- [Problem]
Write only the number of lines below in which "highway" occurs.

- [Materials provided]
★ ★ ★ ★
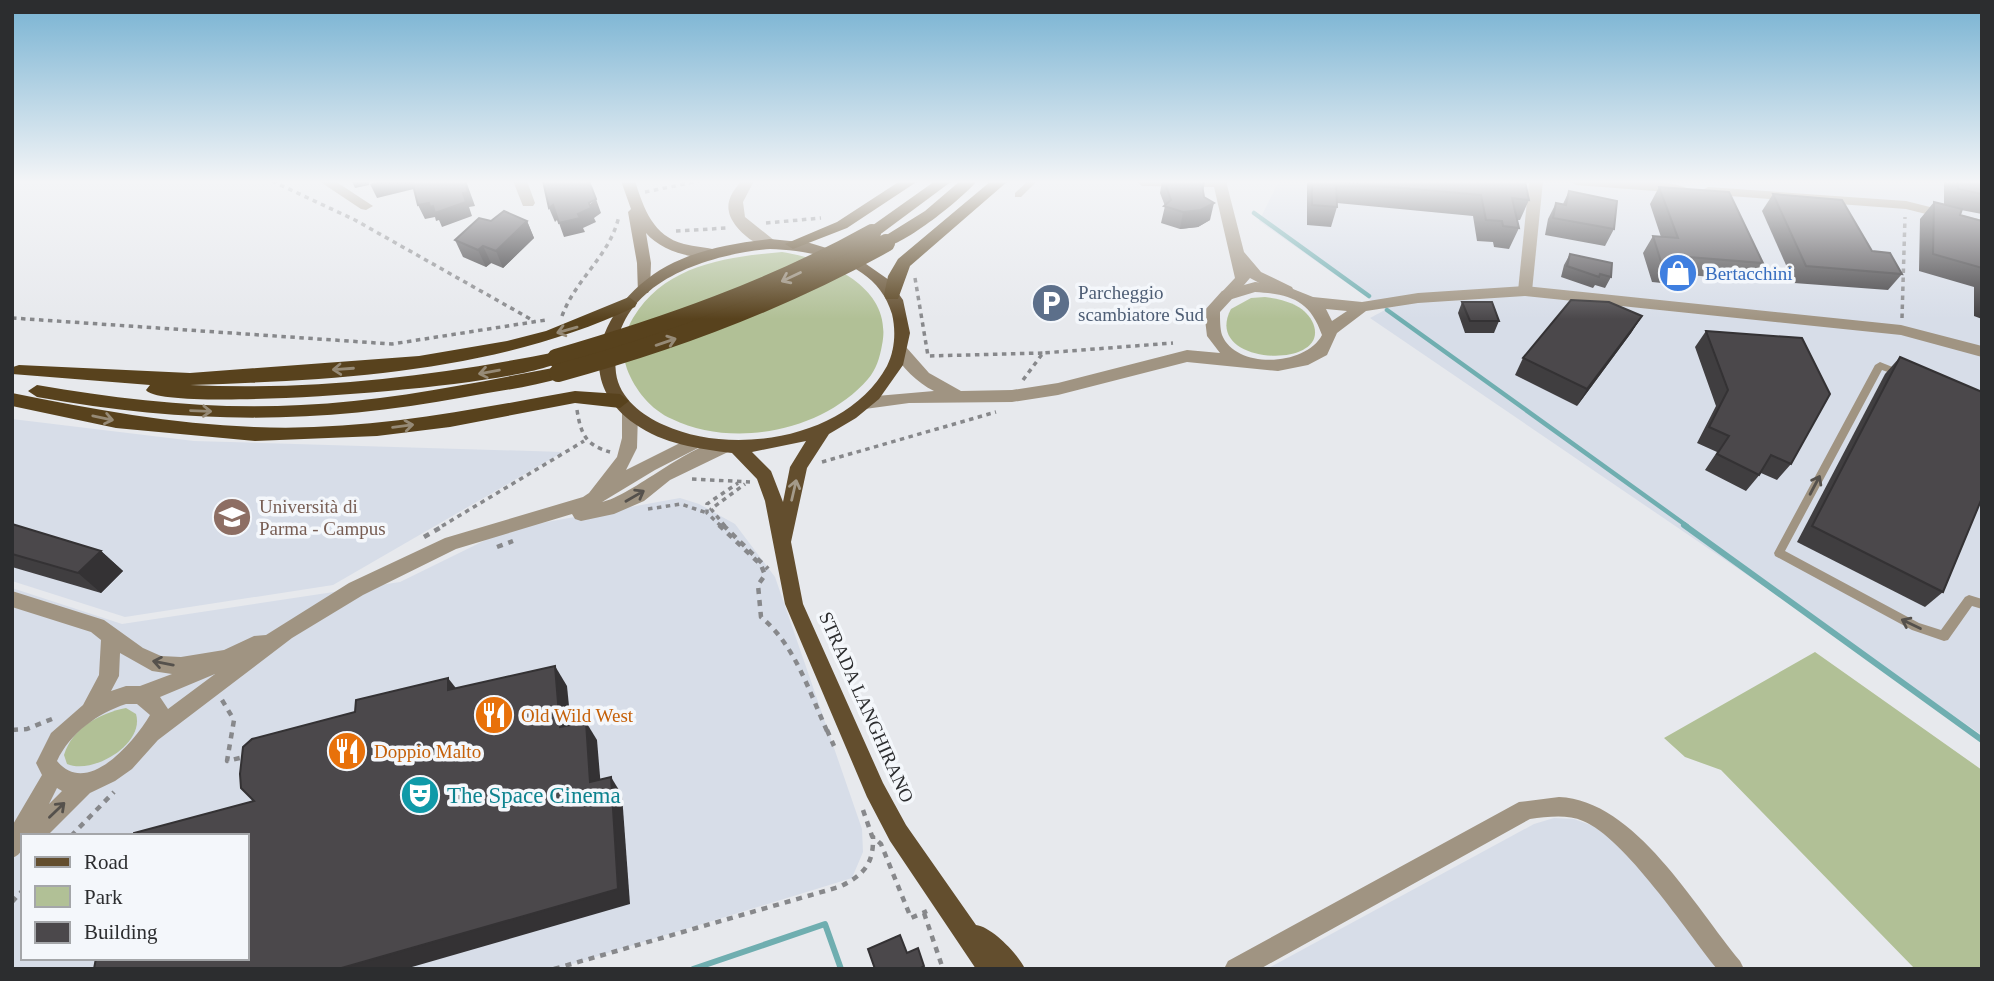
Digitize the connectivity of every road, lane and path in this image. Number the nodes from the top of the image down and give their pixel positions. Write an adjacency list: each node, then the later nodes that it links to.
1 (367, 227): 30 (path)
2 (635, 227): 20 (main road, STRADA LANGHIRANO)
3 (648, 227): 19 (main road, STRADA LANGHIRANO)
4 (742, 227): 12 (path); 15 (street); 17 (street)
5 (837, 227): 16 (highway)
6 (892, 227): 14 (highway)
7 (904, 227): 14 (highway)
8 (947, 227): 23 (highway)
9 (1231, 227): 18 (street)
10 (1531, 227): 22 (street)
11 (1905, 227): 31 (path)
12 (673, 231)
13 (616, 235): 33 (path)
14 (879, 238): 39 (highway, one-way to 39, bridge); 39 (highway, one-way to 14, bridge)
15 (770, 244): 16 (main road, STRADA LANGHIRANO); 17 (main road, STRADA LANGHIRANO)
16 (793, 244): 23 (main road, STRADA LANGHIRANO)
17 (729, 248): 19 (main road, STRADA LANGHIRANO)
18 (1237, 252): 21 (street); 24 (street)
19 (712, 253): 20 (main road, STRADA LANGHIRANO)
20 (643, 289): 26 (main road, STRADA LANGHIRANO)
21 (1287, 291): 24 (street); 25 (street)
22 (1525, 291): 27 (street); 31 (street)
23 (892, 295): 35 (main road, STRADA LANGHIRANO)
24 (1227, 295): 34 (street)
25 (1311, 302): 27 (street); 32 (street)
26 (629, 303): 33 (highway, one-way to 33); 47 (main road, STRADA LANGHIRANO)
27 (1362, 307): 32 (street)
28 (12, 318): 30 (path)
29 (548, 320): 30 (path)
30 (536, 322)
31 (1901, 330): 36 (street)
32 (1329, 331): 38 (street)
33 (562, 332): 40 (highway, one-way to 40)
34 (1208, 337): 37 (street); 38 (street); 43 (path)
35 (900, 351): 42 (street); 46 (main road, STRADA LANGHIRANO)
36 (1978, 352)
37 (1187, 356): 38 (street); 43 (street)
38 (1247, 361)
39 (557, 365): 40 (highway)
40 (15, 376)
41 (1918, 382): 65 (lane, one-way to 41)
42 (967, 396): 43 (street); 46 (street)
43 (1012, 396): 53 (path)
44 (575, 397): 45 (highway, one-way to 44); 47 (highway); 49 (path)
45 (12, 399)
46 (864, 402): 48 (main road, STRADA LANGHIRANO)
47 (625, 407): 50 (main road, STRADA LANGHIRANO); 52 (street)
48 (823, 429): 51 (main road, STRADA LANGHIRANO); 53 (main road, STRADA LANGHIRANO)
49 (584, 441): 52 (path); 61 (path)
50 (694, 443): 51 (main road, STRADA LANGHIRANO); 57 (street)
51 (729, 447): 54 (street); 55 (main road, STRADA LANGHIRANO)
52 (628, 455): 57 (street)
53 (799, 467): 63 (main road, STRADA LANGHIRANO, one-way to 53)
54 (664, 475): 56 (path); 67 (street, one-way to 54)
55 (765, 476): 56 (path); 63 (main road, STRADA LANGHIRANO)
56 (738, 483): 59 (path)
57 (589, 502): 67 (street)
58 (635, 511): 59 (path)
59 (707, 513): 75 (path)
60 (519, 536): 62 (path)
61 (420, 539)
62 (484, 551)
63 (782, 558): 85 (main road, STRADA LANGHIRANO)
64 (12, 599): 66 (street)
65 (1982, 604)
66 (111, 636): 67 (street, one-way to 66); 69 (street); 71 (street)
67 (230, 662): 69 (street); 74 (street)
68 (230, 691): 70 (path)
69 (133, 695): 71 (street); 74 (street)
70 (211, 707)
71 (90, 710): 78 (street)
72 (63, 713): 73 (path)
73 (12, 730)
74 (153, 732): 79 (street)
75 (831, 739)
76 (254, 755): 77 (path)
77 (227, 761)
78 (53, 776): 79 (street); 84 (street)
79 (83, 785): 81 (street, one-way to 79)
80 (117, 789): 82 (path)
81 (32, 834)
82 (73, 834)
83 (873, 836): 87 (path)
84 (12, 847)
85 (948, 903): 89 (main road, STRADA LANGHIRANO); 90 (main road, STRADA LANGHIRANO)
86 (924, 913): 88 (path)
87 (554, 969)
88 (943, 969)
89 (988, 969)
90 (1013, 969)
91 (1236, 969): 92 (street)
92 (1732, 969)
★ ★ ★ ★
- [Exercise response]
9